:: WHAT THE EXERCISE ASKS ::
Images are to be left out; everything else in the records gets copied exactly.

:: RECORDS SUPPLIED ::
::::

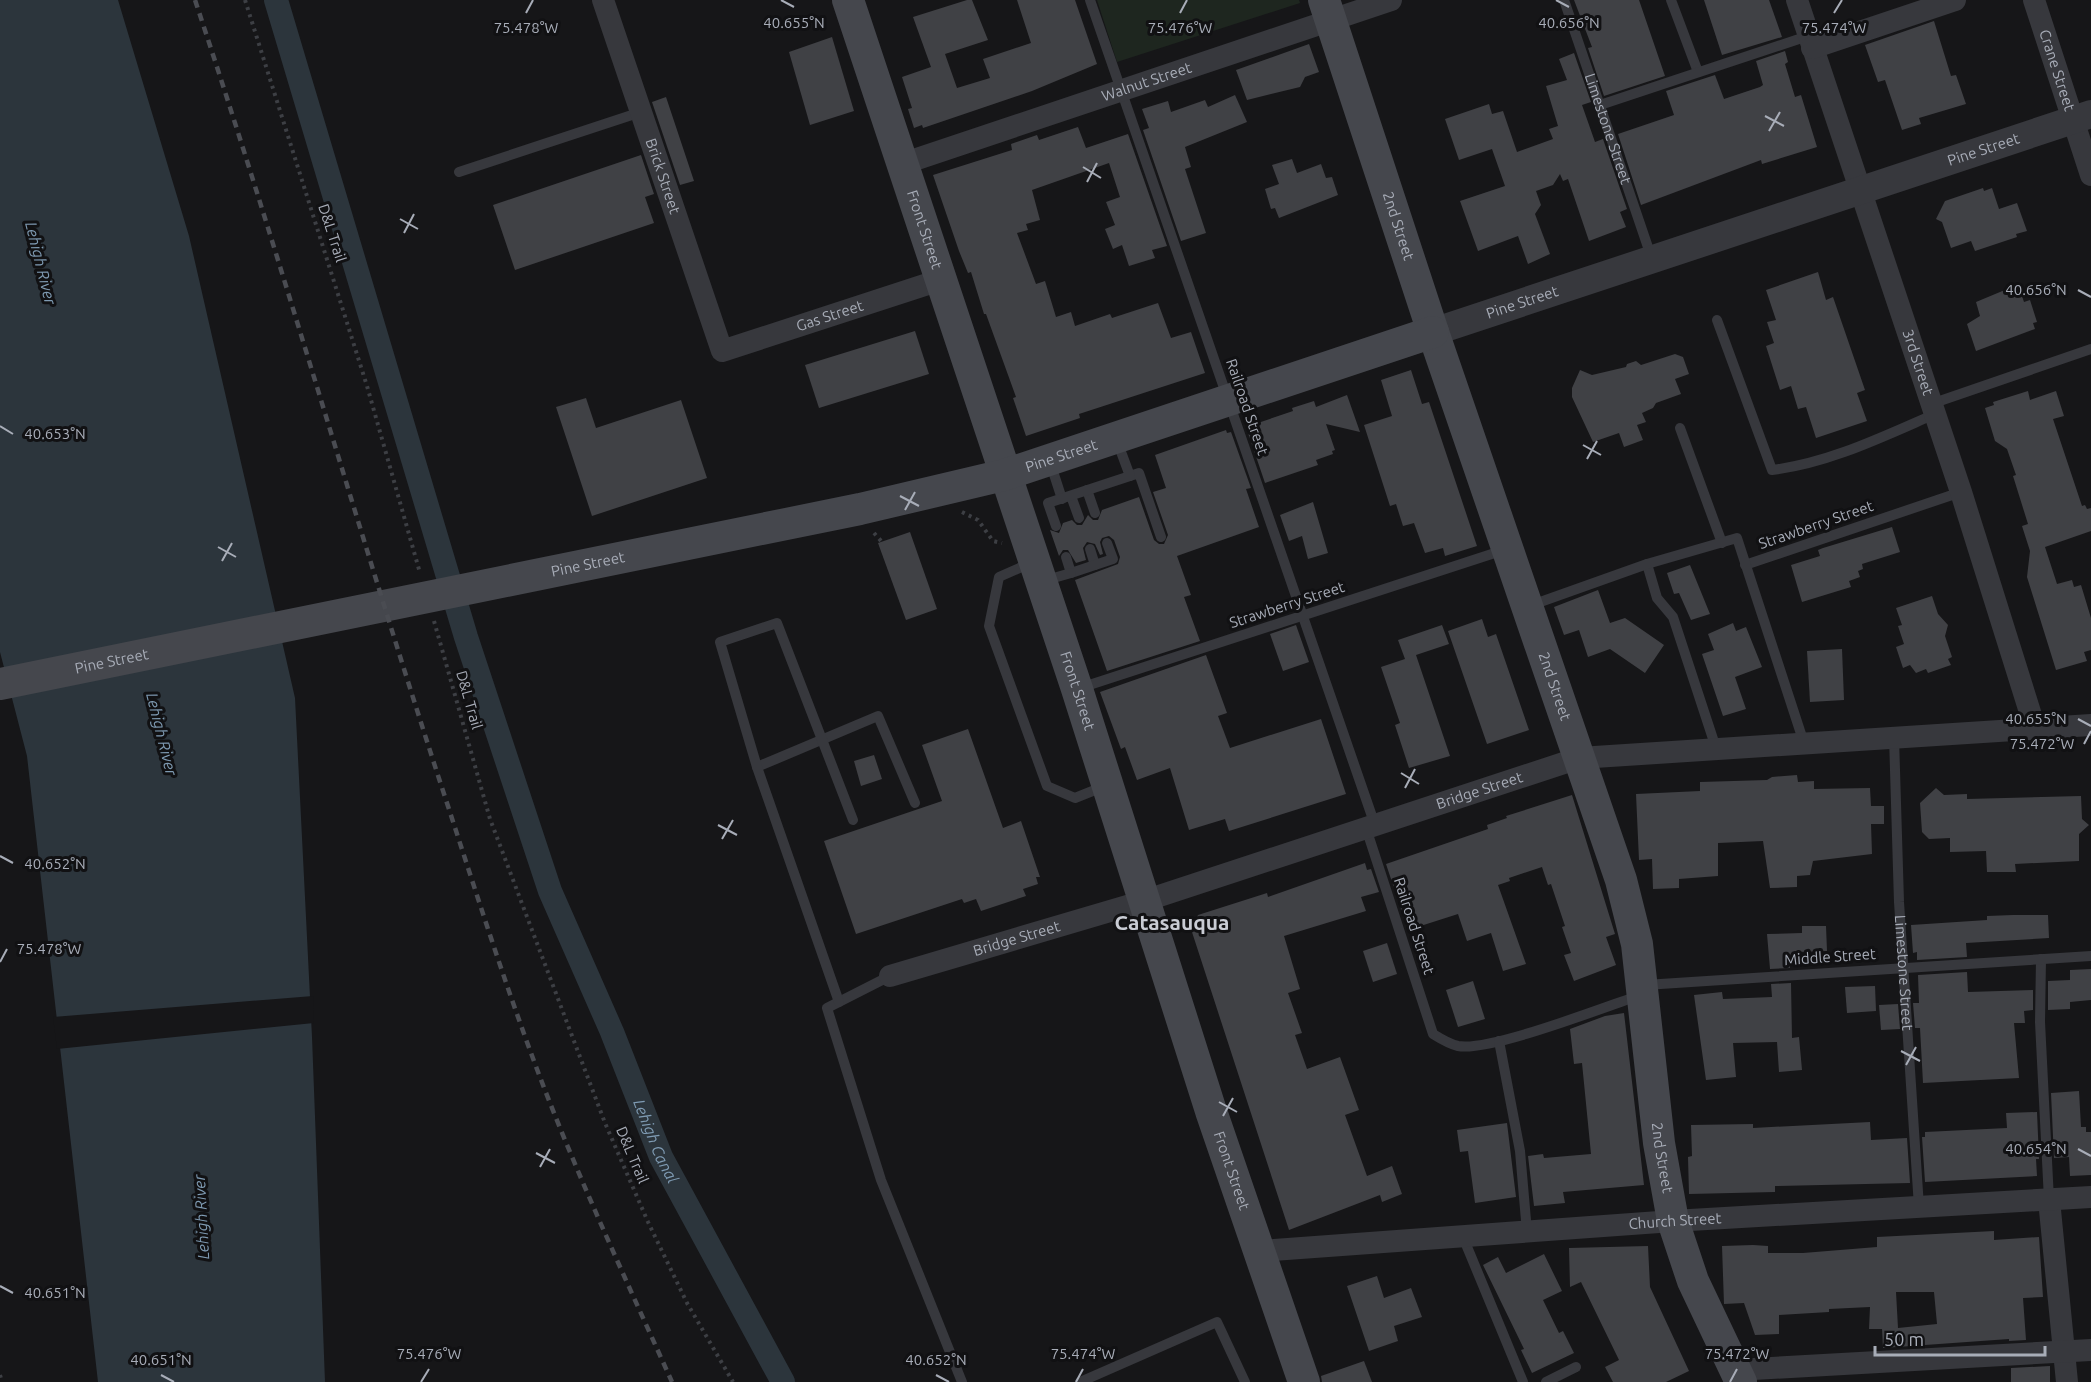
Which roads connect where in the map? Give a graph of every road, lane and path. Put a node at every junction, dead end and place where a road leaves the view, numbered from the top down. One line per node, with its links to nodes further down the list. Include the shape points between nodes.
1 (245, 0): 52 (path, D&L Trail, via 368,386)
2 (603, 0): 16 (street, Brick Street)
3 (848, 0): 18 (main road, Front Street)
4 (1090, 0): 14 (lane, Railroad Street)
5 (1391, 0): 11 (street, Walnut Street)
6 (1564, 0): 15 (lane, Limestone Street)
7 (1671, 0): 13 (lane)
8 (1797, 0): 12 (street, 3rd Street)
9 (1955, 0): 12 (street)
10 (2034, 0): 17 (street, Crane Street)
11 (1328, 10): 14 (street, Walnut Street); 25 (main road, 2nd Street)
12 (1810, 42): 13 (lane); 21 (street, 3rd Street)
13 (1698, 72): 15 (lane)
14 (1121, 91): 18 (street, Walnut Street); 28 (lane, Railroad Street)
15 (1600, 105): 22 (lane, Limestone Street)
16 (641, 112): 19 (lane); 27 (street, Brick Street)
17 (2082, 116): 20 (street, Crane Street); 21 (street, Pine Street)
18 (902, 164): 23 (main road, Front Street)
19 (459, 172)
20 (2091, 175)
21 (1859, 190): 22 (street, Pine Street); 29 (street, 3rd Street)
22 (1652, 259): 25 (street, Pine Street)
23 (940, 280): 27 (street, Gas Street); 33 (main road, Front Street)
24 (1717, 320): 29 (lane, via 1772,470 1804,466 1880,438)
25 (1433, 332): 28 (main road, Pine Street); 45 (main road, 2nd Street)
26 (2091, 349): 29 (lane)
27 (722, 351)
28 (1229, 400): 31 (main road, Pine Street); 55 (lane, Railroad Street)
29 (1933, 409): 36 (street, 3rd Street)
30 (1680, 428): 43 (lane)
31 (1116, 438): 32 (main road, Pine Street); 34 (lane)
32 (1049, 460): 33 (main road, Pine Street); 37 (lane)
33 (1004, 475): 50 (main road, Front Street); 56 (main road, Pine Street, via 860,509)
34 (1130, 476): 35 (lane); 41 (lane, via 1139,473)
35 (1087, 490): 37 (lane); 38 (lane)
36 (1961, 492): 49 (lane, Strawberry Street); 59 (street, 3rd Street)
37 (1066, 497): 39 (lane); 40 (lane, via 1048,503)
38 (1095, 513)
39 (1079, 518)
40 (1056, 526)
41 (1161, 537)
42 (1107, 543): 48 (lane, via 1113,559)
43 (1722, 543): 47 (lane); 49 (lane, Strawberry Street, via 1737,538)
44 (1090, 549): 48 (lane)
45 (1507, 549): 53 (main road, 2nd Street); 55 (lane, Strawberry Street)
46 (1066, 557): 51 (lane)
47 (1647, 564): 53 (lane); 63 (lane, via 1657,597 1673,617)
48 (1095, 565): 51 (lane)
49 (1745, 565): 62 (lane)
50 (1037, 572): 51 (lane); 57 (main road, Front Street); 66 (lane, via 999,577 989,626 1047,786 1075,798)
51 (1071, 573)
52 (422, 580)
53 (1527, 607): 64 (main road, 2nd Street)
54 (432, 614): 92 (path, D&L Trail, via 490,819 605,1123 687,1303)
55 (1303, 615): 57 (lane, Strawberry Street); 69 (lane, Railroad Street)
56 (0, 684)
57 (1077, 688): 66 (main road, Front Street)
58 (2091, 724): 59 (street, Bridge Street)
59 (2035, 728): 60 (street, Bridge Street)
60 (1894, 737): 62 (street, Bridge Street); 73 (lane, Limestone Street)
61 (822, 738): 65 (lane); 65 (lane, via 777,623 720,642); 67 (lane, via 878,716); 68 (lane)
62 (1804, 743): 63 (street, Bridge Street)
63 (1716, 748): 64 (street, Bridge Street)
64 (1579, 758): 69 (street, Bridge Street); 75 (main road, 2nd Street, via 1621,880 1637,944)
65 (756, 767): 76 (lane)
66 (1107, 785): 70 (main road, Front Street)
67 (915, 803)
68 (853, 820)
69 (1370, 827): 70 (street, Bridge Street); 77 (lane, Railroad Street)
70 (1144, 901): 74 (street, Bridge Street); 85 (main road, Front Street)
71 (2091, 956): 72 (lane, Middle Street)
72 (2042, 959): 73 (lane, Middle Street); 80 (lane, via 2040,1022)
73 (1904, 967): 75 (lane, Middle Street); 81 (lane, Limestone Street)
74 (890, 976): 76 (lane)
75 (1643, 990): 78 (lane, Middle Street); 82 (main road, 2nd Street, via 1659,1143)
76 (839, 1002): 93 (lane, via 827,1008 881,1180)
77 (1433, 1034): 78 (lane, Middle Street, via 1460,1046)
78 (1500, 1041): 83 (lane, via 1520,1151)
79 (2091, 1197): 80 (street, Church Street)
80 (2049, 1200): 81 (street, Church Street); 87 (street)
81 (1919, 1207): 82 (street, Church Street)
82 (1673, 1221): 83 (street, Church Street); 90 (main road, 2nd Street, via 1693,1281)
83 (1527, 1232): 84 (street, Church Street)
84 (1463, 1237): 85 (street, Church Street); 97 (lane)
85 (1259, 1251): 96 (main road, Front Street)
86 (2091, 1350): 87 (street)
87 (2065, 1351): 90 (street); 99 (street)
88 (1576, 1367): 98 (lane)
89 (0, 1375): 91 (path)
90 (1738, 1376)
91 (2, 1382)
92 (733, 1382)
93 (962, 1382)
94 (1080, 1382): 95 (lane, via 1217,1322)
95 (1245, 1382)
96 (1304, 1382)
97 (1523, 1382)
98 (1546, 1382)
99 (2067, 1382)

::::

:: SOLVED PROBLEM ::
Which roads connect where in the map? Give a graph of every road, lane and path. Put a node at every junction, dead end and place where a road leaves the view, numbered from the top down. One line per node, with its links to nodes further down the list. Include the shape points between nodes.
1 (245, 0): 52 (path, D&L Trail, via 368,386)
2 (603, 0): 16 (street, Brick Street)
3 (848, 0): 18 (main road, Front Street)
4 (1090, 0): 14 (lane, Railroad Street)
5 (1391, 0): 11 (street, Walnut Street)
6 (1564, 0): 15 (lane, Limestone Street)
7 (1671, 0): 13 (lane)
8 (1797, 0): 12 (street, 3rd Street)
9 (1955, 0): 12 (street)
10 (2034, 0): 17 (street, Crane Street)
11 (1328, 10): 14 (street, Walnut Street); 25 (main road, 2nd Street)
12 (1810, 42): 13 (lane); 21 (street, 3rd Street)
13 (1698, 72): 15 (lane)
14 (1121, 91): 18 (street, Walnut Street); 28 (lane, Railroad Street)
15 (1600, 105): 22 (lane, Limestone Street)
16 (641, 112): 19 (lane); 27 (street, Brick Street)
17 (2082, 116): 20 (street, Crane Street); 21 (street, Pine Street)
18 (902, 164): 23 (main road, Front Street)
19 (459, 172)
20 (2091, 175)
21 (1859, 190): 22 (street, Pine Street); 29 (street, 3rd Street)
22 (1652, 259): 25 (street, Pine Street)
23 (940, 280): 27 (street, Gas Street); 33 (main road, Front Street)
24 (1717, 320): 29 (lane, via 1772,470 1804,466 1880,438)
25 (1433, 332): 28 (main road, Pine Street); 45 (main road, 2nd Street)
26 (2091, 349): 29 (lane)
27 (722, 351)
28 (1229, 400): 31 (main road, Pine Street); 55 (lane, Railroad Street)
29 (1933, 409): 36 (street, 3rd Street)
30 (1680, 428): 43 (lane)
31 (1116, 438): 32 (main road, Pine Street); 34 (lane)
32 (1049, 460): 33 (main road, Pine Street); 37 (lane)
33 (1004, 475): 50 (main road, Front Street); 56 (main road, Pine Street, via 860,509)
34 (1130, 476): 35 (lane); 41 (lane, via 1139,473)
35 (1087, 490): 37 (lane); 38 (lane)
36 (1961, 492): 49 (lane, Strawberry Street); 59 (street, 3rd Street)
37 (1066, 497): 39 (lane); 40 (lane, via 1048,503)
38 (1095, 513)
39 (1079, 518)
40 (1056, 526)
41 (1161, 537)
42 (1107, 543): 48 (lane, via 1113,559)
43 (1722, 543): 47 (lane); 49 (lane, Strawberry Street, via 1737,538)
44 (1090, 549): 48 (lane)
45 (1507, 549): 53 (main road, 2nd Street); 55 (lane, Strawberry Street)
46 (1066, 557): 51 (lane)
47 (1647, 564): 53 (lane); 63 (lane, via 1657,597 1673,617)
48 (1095, 565): 51 (lane)
49 (1745, 565): 62 (lane)
50 (1037, 572): 51 (lane); 57 (main road, Front Street); 66 (lane, via 999,577 989,626 1047,786 1075,798)
51 (1071, 573)
52 (422, 580)
53 (1527, 607): 64 (main road, 2nd Street)
54 (432, 614): 92 (path, D&L Trail, via 490,819 605,1123 687,1303)
55 (1303, 615): 57 (lane, Strawberry Street); 69 (lane, Railroad Street)
56 (0, 684)
57 (1077, 688): 66 (main road, Front Street)
58 (2091, 724): 59 (street, Bridge Street)
59 (2035, 728): 60 (street, Bridge Street)
60 (1894, 737): 62 (street, Bridge Street); 73 (lane, Limestone Street)
61 (822, 738): 65 (lane); 65 (lane, via 777,623 720,642); 67 (lane, via 878,716); 68 (lane)
62 (1804, 743): 63 (street, Bridge Street)
63 (1716, 748): 64 (street, Bridge Street)
64 (1579, 758): 69 (street, Bridge Street); 75 (main road, 2nd Street, via 1621,880 1637,944)
65 (756, 767): 76 (lane)
66 (1107, 785): 70 (main road, Front Street)
67 (915, 803)
68 (853, 820)
69 (1370, 827): 70 (street, Bridge Street); 77 (lane, Railroad Street)
70 (1144, 901): 74 (street, Bridge Street); 85 (main road, Front Street)
71 (2091, 956): 72 (lane, Middle Street)
72 (2042, 959): 73 (lane, Middle Street); 80 (lane, via 2040,1022)
73 (1904, 967): 75 (lane, Middle Street); 81 (lane, Limestone Street)
74 (890, 976): 76 (lane)
75 (1643, 990): 78 (lane, Middle Street); 82 (main road, 2nd Street, via 1659,1143)
76 (839, 1002): 93 (lane, via 827,1008 881,1180)
77 (1433, 1034): 78 (lane, Middle Street, via 1460,1046)
78 (1500, 1041): 83 (lane, via 1520,1151)
79 (2091, 1197): 80 (street, Church Street)
80 (2049, 1200): 81 (street, Church Street); 87 (street)
81 (1919, 1207): 82 (street, Church Street)
82 (1673, 1221): 83 (street, Church Street); 90 (main road, 2nd Street, via 1693,1281)
83 (1527, 1232): 84 (street, Church Street)
84 (1463, 1237): 85 (street, Church Street); 97 (lane)
85 (1259, 1251): 96 (main road, Front Street)
86 (2091, 1350): 87 (street)
87 (2065, 1351): 90 (street); 99 (street)
88 (1576, 1367): 98 (lane)
89 (0, 1375): 91 (path)
90 (1738, 1376)
91 (2, 1382)
92 (733, 1382)
93 (962, 1382)
94 (1080, 1382): 95 (lane, via 1217,1322)
95 (1245, 1382)
96 (1304, 1382)
97 (1523, 1382)
98 (1546, 1382)
99 (2067, 1382)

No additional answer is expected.